Team America Movie Review

Team America Movie Review
Director: Trey Parker
Release Date: 15 October 2004
Total Running Time: 98 Minutes
MPAA Rating: R
Editor’s Rating: 4 out of 4 AMURRRICAS


Back in the late 1990s, two guys from Colorado sold a show called South Park to Comedy Central. It made everyone do one of two things: laugh uncontrollably, or write very angry letters (this was still when snail mail was still sort of prominent) to Comedy Central. Either way, the show was a smash success, and it has been running for the better part of 20 years. The shows creators, Trey Parker and Matt Stone, have been able to fund several ventures into film and stage through their successes with South Park, from a South Park movie to an all-out Broadway musical about a pair of Mormon pilgrims in Africa.

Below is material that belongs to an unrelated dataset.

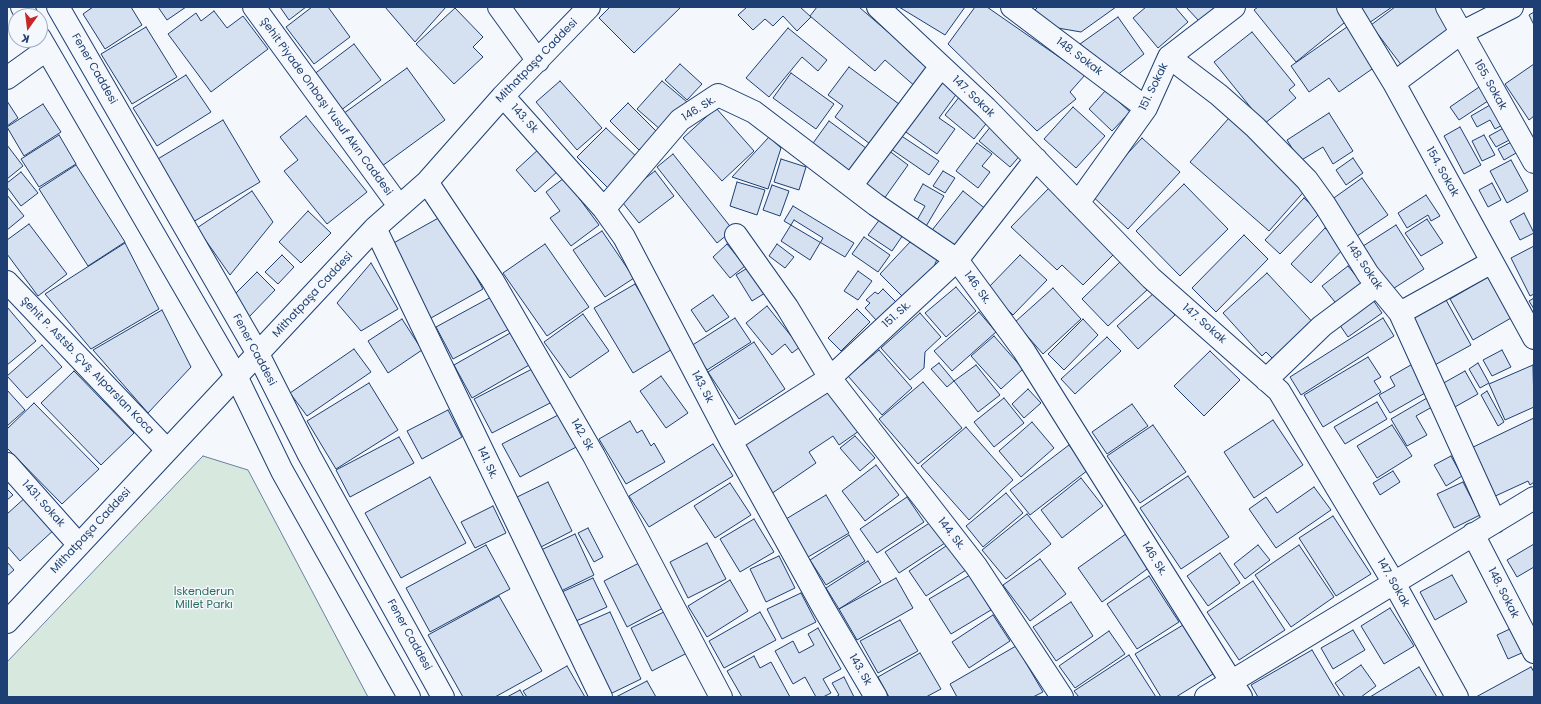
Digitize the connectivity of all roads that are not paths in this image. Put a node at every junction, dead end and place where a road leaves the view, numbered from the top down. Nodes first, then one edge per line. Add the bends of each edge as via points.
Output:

However, in the mid-2000s, at the height of the Bush Administration’s hype, they released a film that single-handedly skewered their policies. And they did it with puppets.

Team America: World Police, for those who have never seen it, is the single greatest motion picture ever released starring puppets. The story revolves around Gary, a brilliantly talented actor recruited by Team America, the top task force to police terrorist activity around the world. Of course, Team America are horrible at their job and ridiculously insensitive, being blissfully ignorant of their terribility. They also have no regard for human life or the Geneva Convention as well. And when they come across the biggest threat to freedom and democracy the world has ever seen since Michael Moore, they’re going to need every single skill they have up their sleeves to save the day.

Let me just say this straight out: this is not a movie for children. This is not a movie for most adults. This is a film for anyone who can find humor in the tasteless and the insanely satirical. Language and violence pervade Team America, but when one realizes it’s all being done with puppets, and realizing that the film revels in that fact, it becomes quite possibly one of the most memorable moviegoing experiences you will ever see.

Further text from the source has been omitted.